In interpreting Sacred Scripture, the Magisterium guides us to the Truth, not to adapt it to contemporary society. It is for contemporaries to accept the truth from the Magisterium; but this has not been popular for some five-hundred years or more.
Most of the conversation in this thread is made within a vacuum; all discussion of slavery for instance, is in the context of the post-enlightenment, mistaken notion, of the freedom of the individual, and then the idea is hybridized further with the super-enlightenment drug of the “American” idea of freedom. You will have to look long and hard in the Gospels to find any moral statement against slavery. Christ’s words to slaves are words to us; be content with your lot in life, be obedient.
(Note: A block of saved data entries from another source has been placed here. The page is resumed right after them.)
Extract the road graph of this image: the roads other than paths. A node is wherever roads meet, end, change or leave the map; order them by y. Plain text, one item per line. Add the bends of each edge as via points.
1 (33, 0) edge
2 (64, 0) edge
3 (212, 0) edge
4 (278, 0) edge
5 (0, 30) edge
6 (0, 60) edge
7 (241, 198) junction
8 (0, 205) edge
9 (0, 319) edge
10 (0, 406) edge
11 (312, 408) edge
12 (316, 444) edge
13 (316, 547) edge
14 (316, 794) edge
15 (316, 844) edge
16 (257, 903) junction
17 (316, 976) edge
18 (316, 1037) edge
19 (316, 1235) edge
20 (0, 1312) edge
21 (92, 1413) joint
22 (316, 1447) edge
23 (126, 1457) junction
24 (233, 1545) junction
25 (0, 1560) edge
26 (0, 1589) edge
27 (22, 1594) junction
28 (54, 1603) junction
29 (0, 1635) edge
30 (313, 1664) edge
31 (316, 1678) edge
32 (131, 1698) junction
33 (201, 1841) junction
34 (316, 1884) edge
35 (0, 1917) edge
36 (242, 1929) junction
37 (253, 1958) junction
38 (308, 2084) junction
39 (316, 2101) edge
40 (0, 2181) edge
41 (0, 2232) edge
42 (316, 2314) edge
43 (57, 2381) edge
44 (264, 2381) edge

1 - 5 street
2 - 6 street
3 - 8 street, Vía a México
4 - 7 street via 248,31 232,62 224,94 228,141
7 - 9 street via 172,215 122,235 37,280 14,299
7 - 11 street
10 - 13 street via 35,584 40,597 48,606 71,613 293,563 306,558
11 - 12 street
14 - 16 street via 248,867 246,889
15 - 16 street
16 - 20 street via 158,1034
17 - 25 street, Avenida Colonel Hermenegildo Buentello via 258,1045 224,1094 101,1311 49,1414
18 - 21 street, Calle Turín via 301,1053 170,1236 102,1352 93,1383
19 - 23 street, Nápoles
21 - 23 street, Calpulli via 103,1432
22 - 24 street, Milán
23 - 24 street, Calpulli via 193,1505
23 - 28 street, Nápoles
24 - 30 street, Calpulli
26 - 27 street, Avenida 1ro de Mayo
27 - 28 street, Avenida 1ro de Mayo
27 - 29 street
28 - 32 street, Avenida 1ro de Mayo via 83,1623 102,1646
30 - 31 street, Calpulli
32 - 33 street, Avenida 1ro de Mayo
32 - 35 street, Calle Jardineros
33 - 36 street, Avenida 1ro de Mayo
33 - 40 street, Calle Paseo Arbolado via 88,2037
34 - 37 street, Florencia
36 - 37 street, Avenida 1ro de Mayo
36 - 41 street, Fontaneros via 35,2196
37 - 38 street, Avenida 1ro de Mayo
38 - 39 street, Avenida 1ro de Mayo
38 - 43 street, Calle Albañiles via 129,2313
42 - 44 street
In the pre-Christian west, slavery was a fact of life and had existed since beginning of recorded history, the Roman system of slavery is hardly comparable to the British/Dutch/American program that sprang-up illegally, against the direction of the Church and was a purely commercial enterprise. Though slavery was certainly condemned by the Church, even the galleys of the Holy League at Lepanto held some slaves of one degree or the other. I am quite sure that America’s abhorrence of slavery is based solely in its misguided ideas of freedom; for the American could there be a worse fate than to be a slave?
The high-priests of the Enlightenment have done yeoman work to convince us that the U.S. Civil War was over slavery, it is a simple matter to see that the Civil War was an economic war, just as every other war we’ve waged, and there are plenty of statements from blessed Abraham Lincoln to prove he didn’t give two hoots about slaves. Remember, this is a good Calvinist country that has even successfully Calvinised most of its Catholics, what else would we fight over but Money?